Mais la vie sédentaire n'était pas pour Desio. Entre 1921 et 1924, il entreprend deux longues expéditions (14 mois en tout) dans le Dodécanèse, une nouvelle possession italienne, effectuant la première reconnaissance géologique de l'archipel. En 1926, c'est au tour de la Libye. Ayant débarqué le 24 septembre à Benghazi sous une pluie diluvienne, le jeune scientifique s'est vite débarrassé de tous les fantasmes littéraires sur l'Afrique et s'est rapidement adapté à la nouvelle réalité. Dans son livre Le vie della sete (= Les chemins de la soif), consacré à la recherche saharienne, Ardito mettait en garde ses lecteurs : "Chacun de nous s'est fait une idée personnelle de l'Afrique avant même d'y avoir mis les pieds. Les réminiscences d'anciennes lectures, les vignettes des livres, les descriptions imaginatives d'amis globe-trotters ont tous contribué à créer l'image singulière qui représente "notre" Afrique. Si la véritable Afrique devait être différente, nous en voudrions non pas tant à nous-mêmes qu'à cette "réalité inexplicable".

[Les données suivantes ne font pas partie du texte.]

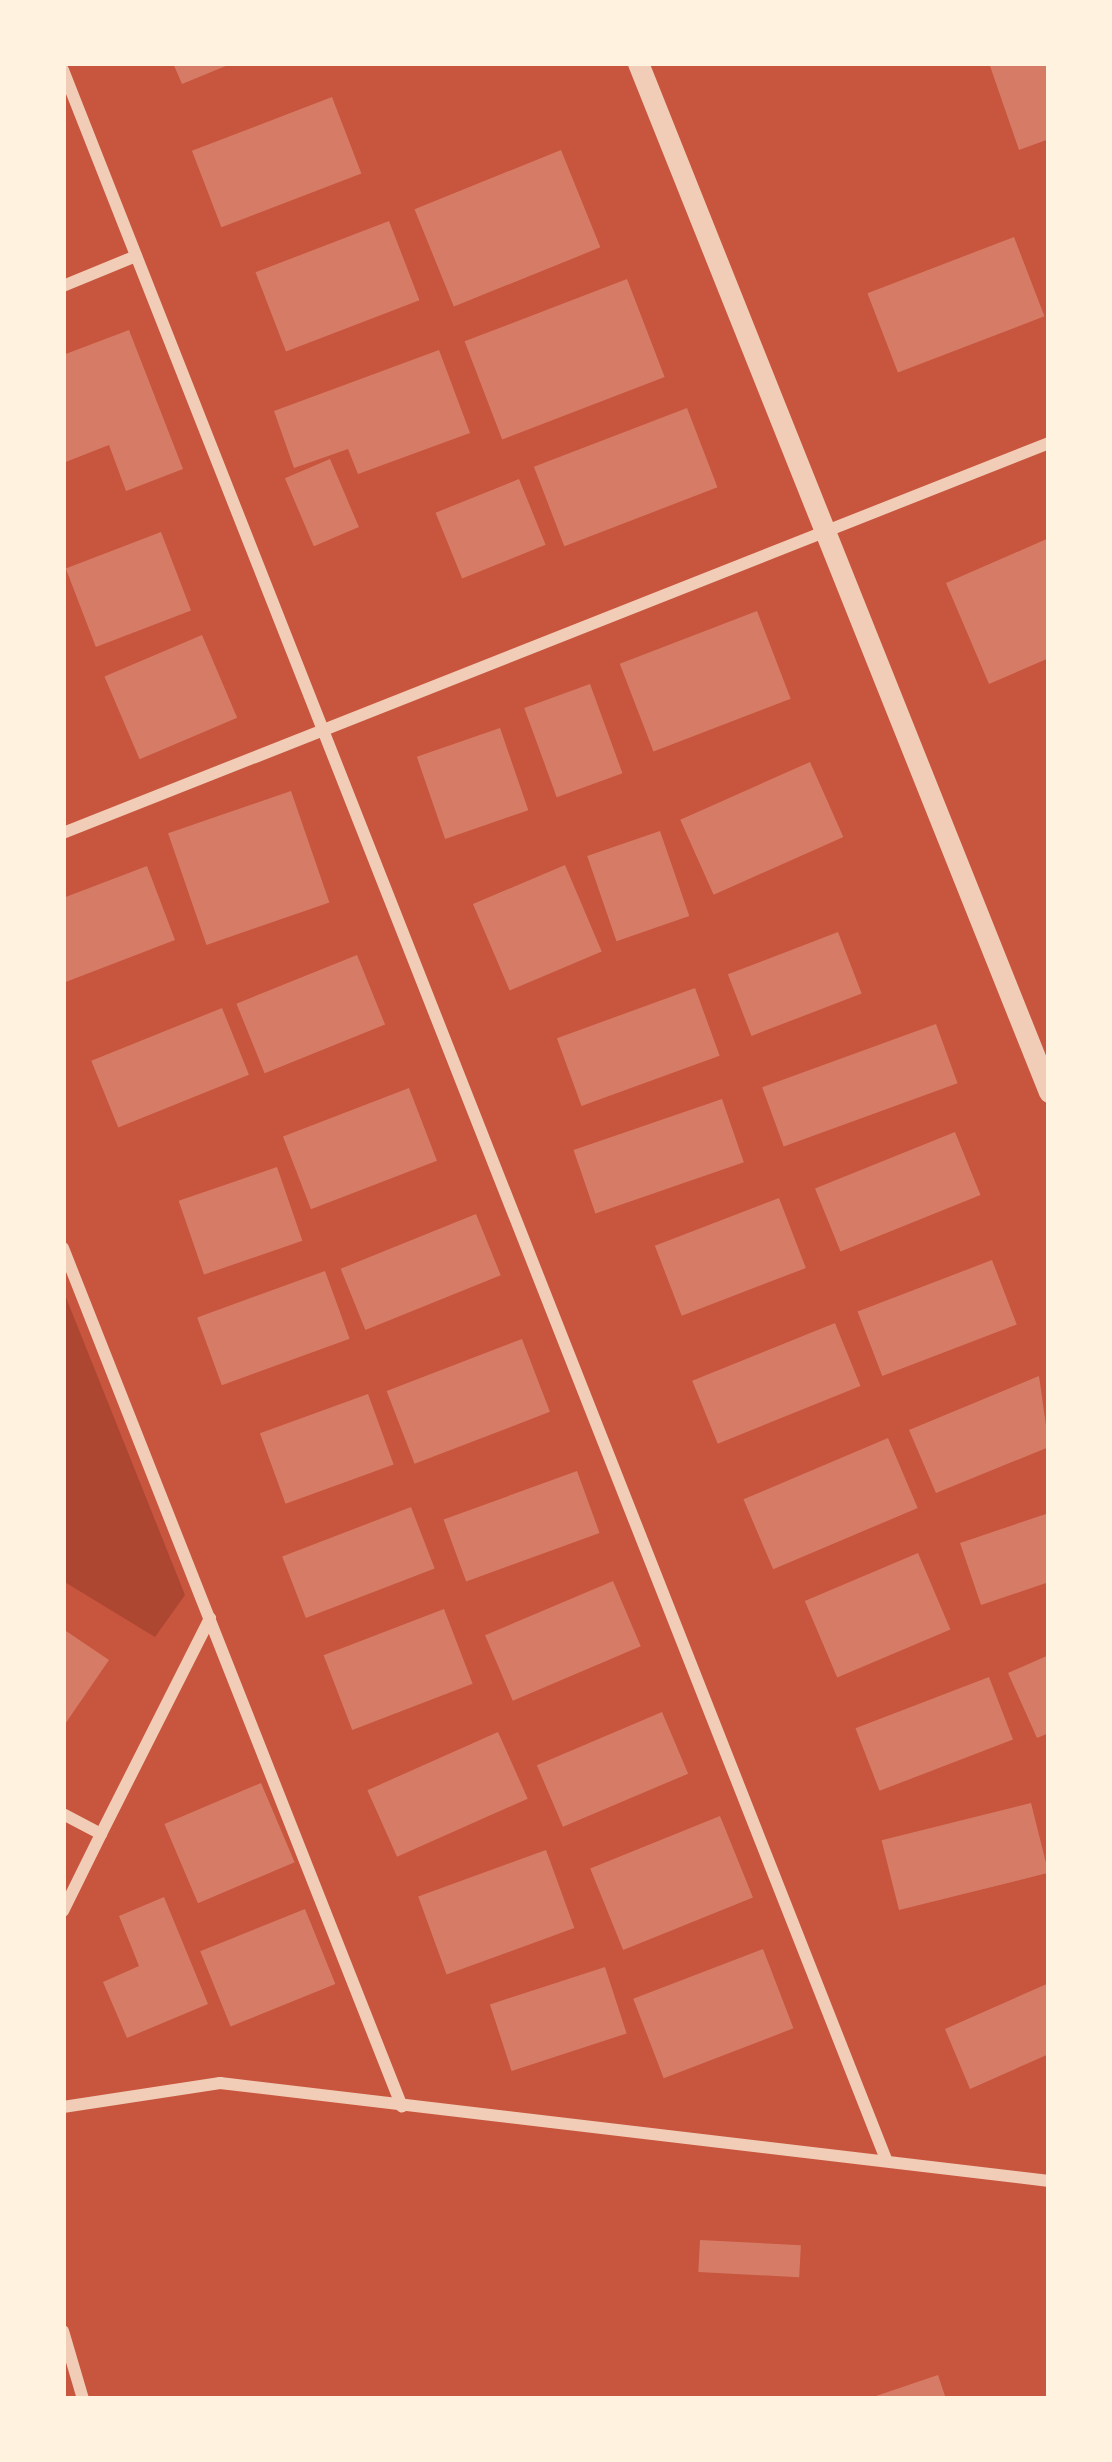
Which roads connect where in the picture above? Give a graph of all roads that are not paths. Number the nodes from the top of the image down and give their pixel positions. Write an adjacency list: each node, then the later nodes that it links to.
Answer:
1 (638, 63): 6 (street)
2 (63, 70): 3 (street)
3 (136, 256): 4 (street); 7 (street)
4 (63, 286)
5 (1049, 443): 6 (street)
6 (826, 529): 7 (street); 9 (street)
7 (325, 733): 8 (street); 17 (street)
8 (63, 833)
9 (1049, 1092)
10 (63, 1248): 11 (street)
11 (210, 1618): 13 (street); 16 (street)
12 (63, 1814): 13 (street)
13 (100, 1834): 14 (street)
14 (63, 1911)
15 (63, 2107): 16 (street)
16 (402, 2107): 17 (street)
17 (886, 2159): 18 (street)
18 (1049, 2180)
19 (63, 2331): 20 (street)
20 (83, 2399)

Envoyé, sur mission de la Société géographique italienne, dans l'oasis reculée de Giarabub, le jeune géologue est immédiatement fasciné par les attraits de "ce pays très intéressant et effrayant qu'est l'Afrique saharienne" et pendant des mois, il patrouille à Marmarica, effectuant d'importants relevés géologiques, topographiques et paléontologiques. C'était une tâche passionnante et terriblement fatigante, aggravée par la situation: à l'époque, la Libye était loin d'être conquise et "pacifiée" et la rébellion des Senoussistes continuait à saper les avant-postes italiens installés à l'intérieur du pays. Néanmoins, Desio poursuit ses explorations à pied ou à dos de chameau, se heurtant à plusieurs reprises aux autorités militaires qui ne sont pas du tout enthousiastes à l'égard des activités du professeur téméraire.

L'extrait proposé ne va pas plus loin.